··· Input data

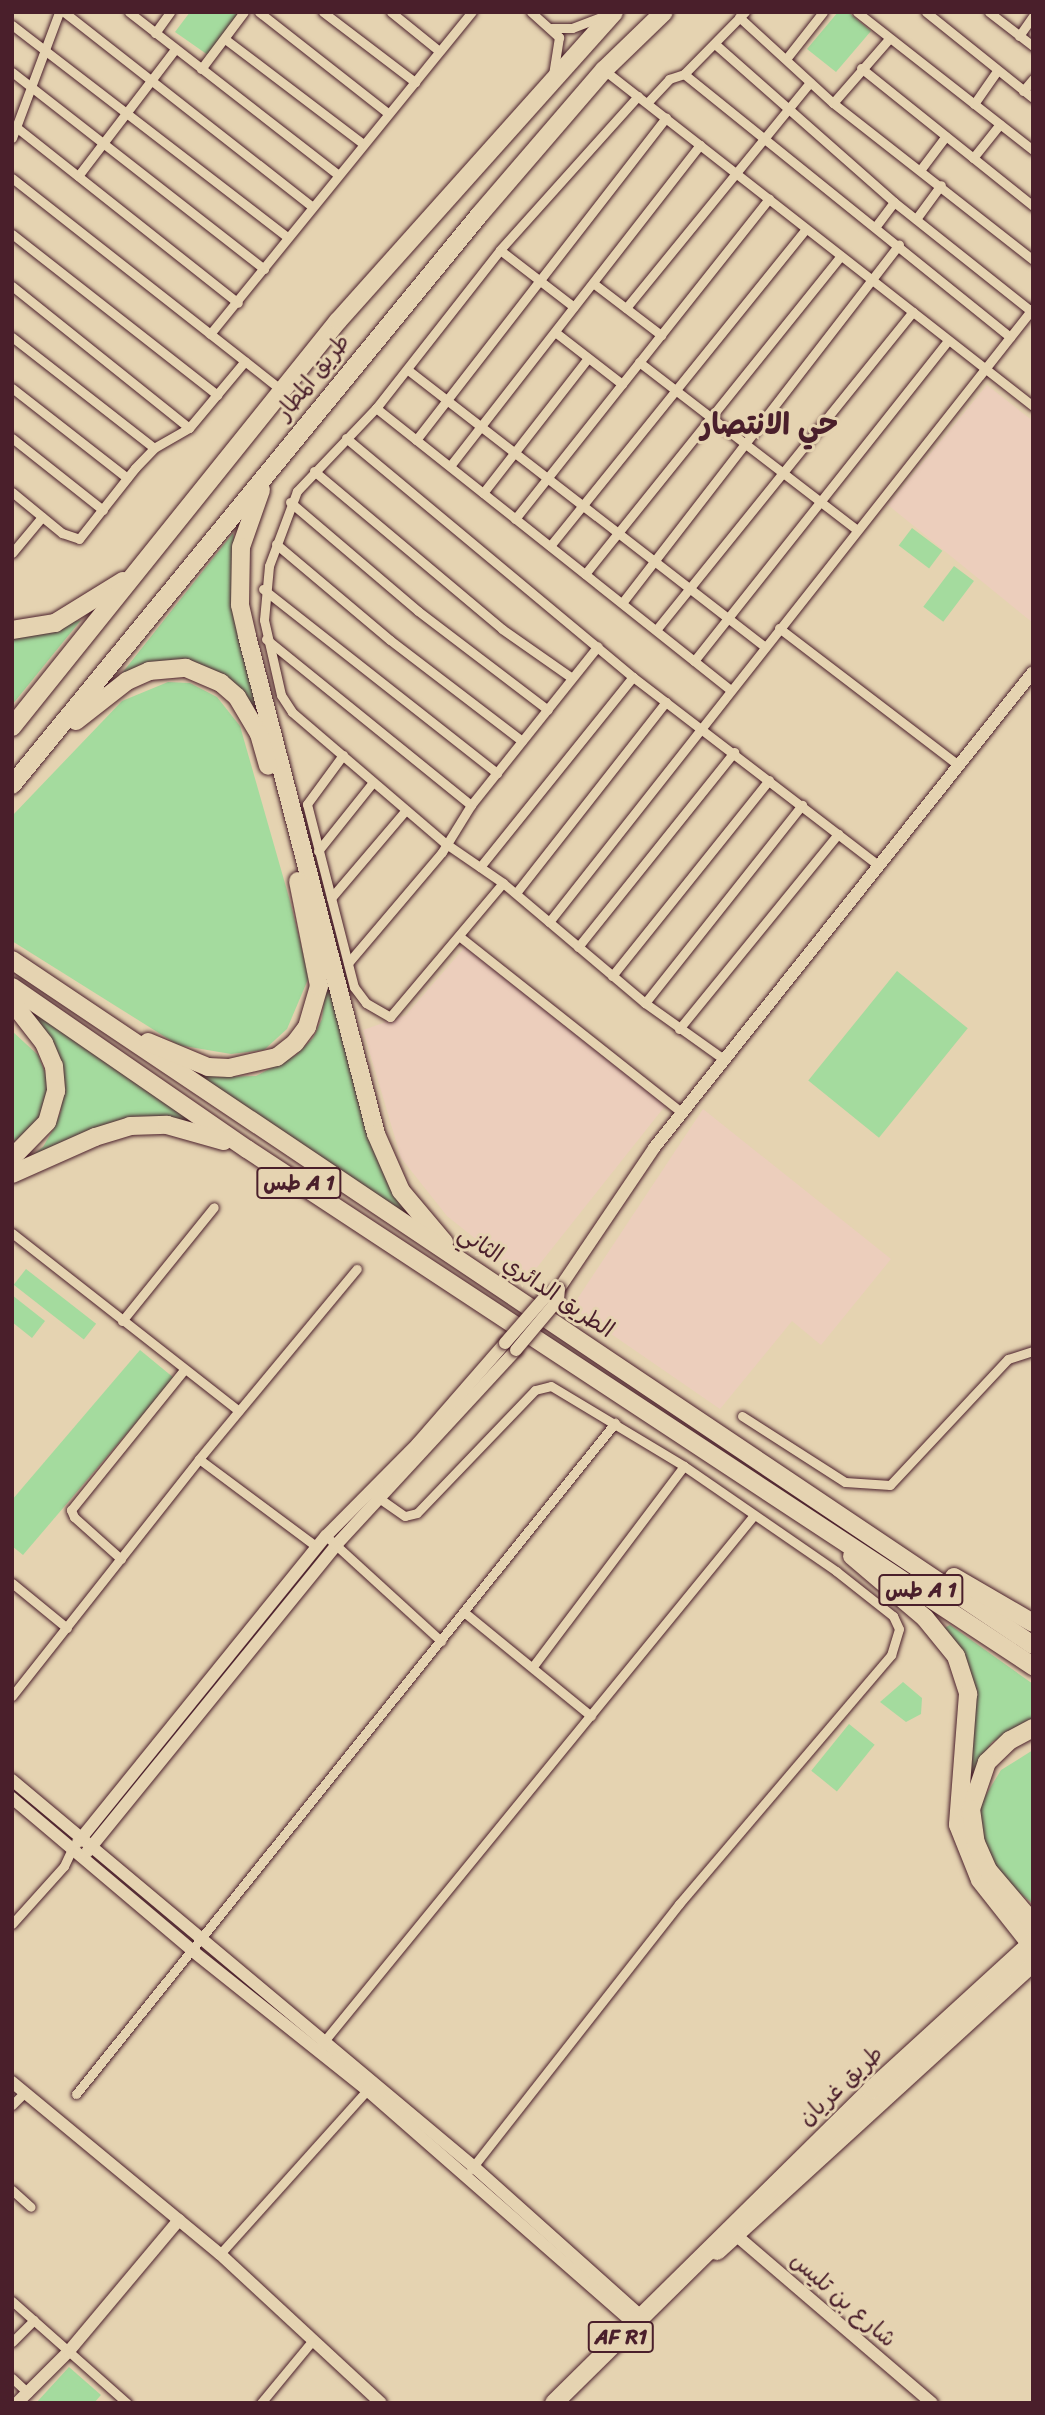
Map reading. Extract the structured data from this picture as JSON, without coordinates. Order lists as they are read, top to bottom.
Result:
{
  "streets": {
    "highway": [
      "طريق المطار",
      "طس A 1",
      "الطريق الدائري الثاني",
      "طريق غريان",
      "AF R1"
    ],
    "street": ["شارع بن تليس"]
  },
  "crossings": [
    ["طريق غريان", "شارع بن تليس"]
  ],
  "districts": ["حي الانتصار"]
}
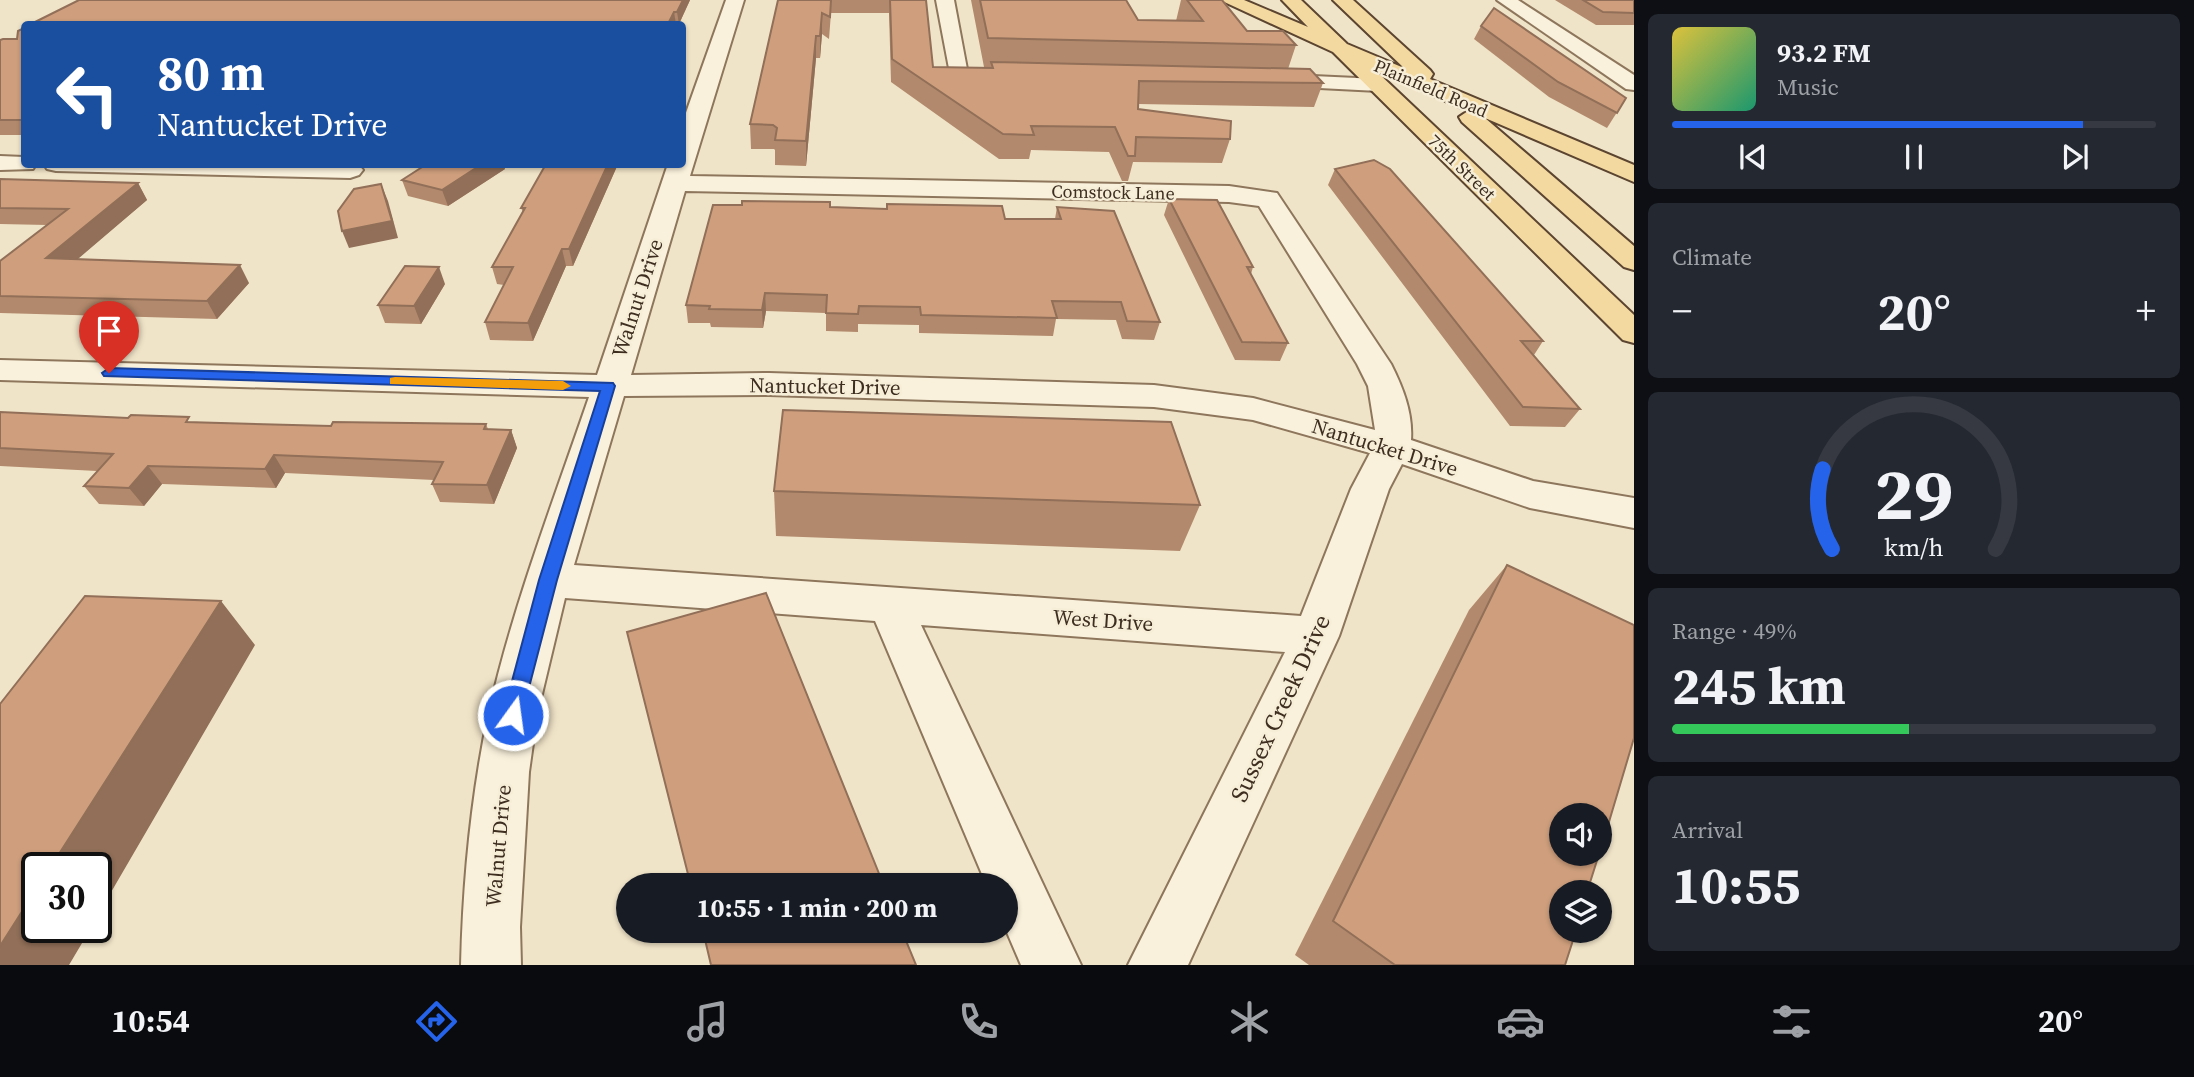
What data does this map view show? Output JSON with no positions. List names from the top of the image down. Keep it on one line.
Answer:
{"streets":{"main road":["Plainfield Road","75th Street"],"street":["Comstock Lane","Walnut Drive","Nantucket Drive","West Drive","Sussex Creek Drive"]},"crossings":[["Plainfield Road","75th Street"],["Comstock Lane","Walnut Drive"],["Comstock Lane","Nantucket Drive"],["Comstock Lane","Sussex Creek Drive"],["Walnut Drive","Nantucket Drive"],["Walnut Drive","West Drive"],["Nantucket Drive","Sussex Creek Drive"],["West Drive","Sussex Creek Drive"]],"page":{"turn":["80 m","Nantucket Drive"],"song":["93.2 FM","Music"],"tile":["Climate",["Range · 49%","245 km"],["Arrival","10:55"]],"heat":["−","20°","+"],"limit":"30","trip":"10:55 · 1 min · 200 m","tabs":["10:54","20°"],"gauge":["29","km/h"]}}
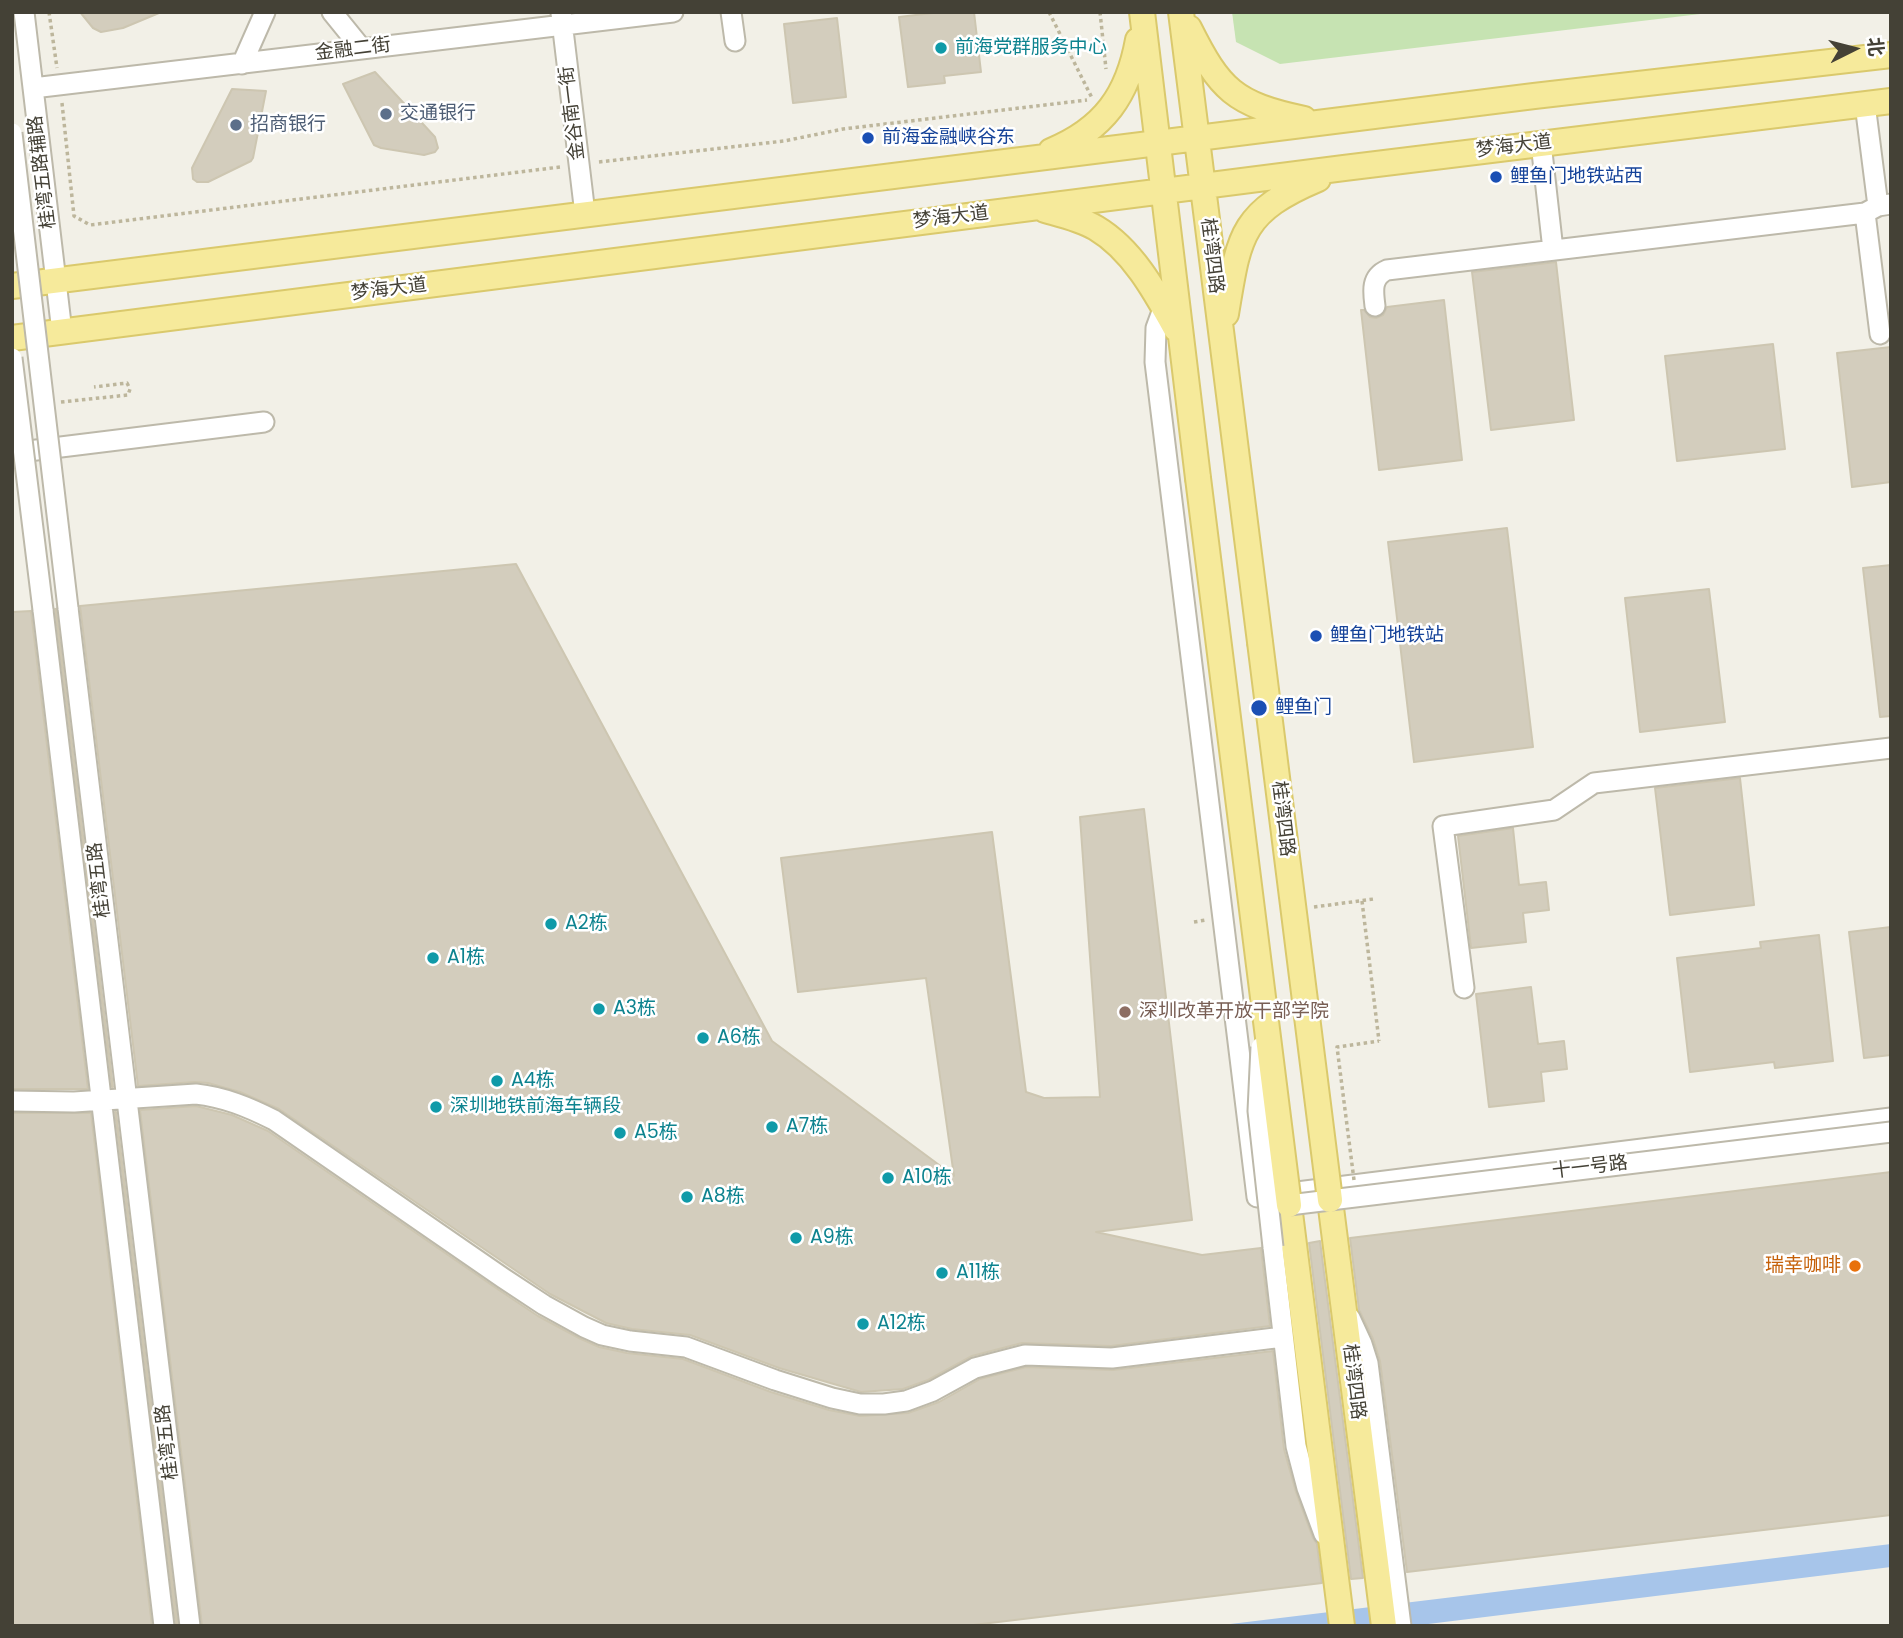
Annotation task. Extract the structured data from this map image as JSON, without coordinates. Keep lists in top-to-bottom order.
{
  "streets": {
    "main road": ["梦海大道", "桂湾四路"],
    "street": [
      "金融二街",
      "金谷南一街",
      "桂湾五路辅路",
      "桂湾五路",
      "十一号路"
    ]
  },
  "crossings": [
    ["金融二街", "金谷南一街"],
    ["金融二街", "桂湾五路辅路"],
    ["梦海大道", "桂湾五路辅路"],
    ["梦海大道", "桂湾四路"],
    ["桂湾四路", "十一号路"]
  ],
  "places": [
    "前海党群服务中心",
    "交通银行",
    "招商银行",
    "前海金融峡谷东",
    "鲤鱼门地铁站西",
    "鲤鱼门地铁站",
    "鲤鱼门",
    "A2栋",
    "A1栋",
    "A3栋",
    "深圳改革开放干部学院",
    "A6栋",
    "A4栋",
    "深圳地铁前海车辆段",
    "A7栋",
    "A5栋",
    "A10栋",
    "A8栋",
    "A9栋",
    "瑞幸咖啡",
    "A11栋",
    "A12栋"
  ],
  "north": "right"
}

······

- Prompt -
Using the material above, return every line exactly as it appears, minus the pictures.

- Written solution -
Map reading. Extract the structured data from this picture as JSON, without coordinates. Order lists as they are read, top to bottom.
Result:
{
  "streets": {
    "highway": [
      "طريق المطار",
      "طس A 1",
      "الطريق الدائري الثاني",
      "طريق غريان",
      "AF R1"
    ],
    "street": ["شارع بن تليس"]
  },
  "crossings": [
    ["طريق غريان", "شارع بن تليس"]
  ],
  "districts": ["حي الانتصار"]
}
What data does this map view show? Output JSON with no positions. List names from the top of the image down. Keep it on one line.
Answer:
{"streets":{"main road":["Plainfield Road","75th Street"],"street":["Comstock Lane","Walnut Drive","Nantucket Drive","West Drive","Sussex Creek Drive"]},"crossings":[["Plainfield Road","75th Street"],["Comstock Lane","Walnut Drive"],["Comstock Lane","Nantucket Drive"],["Comstock Lane","Sussex Creek Drive"],["Walnut Drive","Nantucket Drive"],["Walnut Drive","West Drive"],["Nantucket Drive","Sussex Creek Drive"],["West Drive","Sussex Creek Drive"]],"page":{"turn":["80 m","Nantucket Drive"],"song":["93.2 FM","Music"],"tile":["Climate",["Range · 49%","245 km"],["Arrival","10:55"]],"heat":["−","20°","+"],"limit":"30","trip":"10:55 · 1 min · 200 m","tabs":["10:54","20°"],"gauge":["29","km/h"]}}
Annotation task. Extract the structured data from this map image as JSON, without coordinates. Keep lists in top-to-bottom order.
{
  "streets": {
    "main road": ["梦海大道", "桂湾四路"],
    "street": [
      "金融二街",
      "金谷南一街",
      "桂湾五路辅路",
      "桂湾五路",
      "十一号路"
    ]
  },
  "crossings": [
    ["金融二街", "金谷南一街"],
    ["金融二街", "桂湾五路辅路"],
    ["梦海大道", "桂湾五路辅路"],
    ["梦海大道", "桂湾四路"],
    ["桂湾四路", "十一号路"]
  ],
  "places": [
    "前海党群服务中心",
    "交通银行",
    "招商银行",
    "前海金融峡谷东",
    "鲤鱼门地铁站西",
    "鲤鱼门地铁站",
    "鲤鱼门",
    "A2栋",
    "A1栋",
    "A3栋",
    "深圳改革开放干部学院",
    "A6栋",
    "A4栋",
    "深圳地铁前海车辆段",
    "A7栋",
    "A5栋",
    "A10栋",
    "A8栋",
    "A9栋",
    "瑞幸咖啡",
    "A11栋",
    "A12栋"
  ],
  "north": "right"
}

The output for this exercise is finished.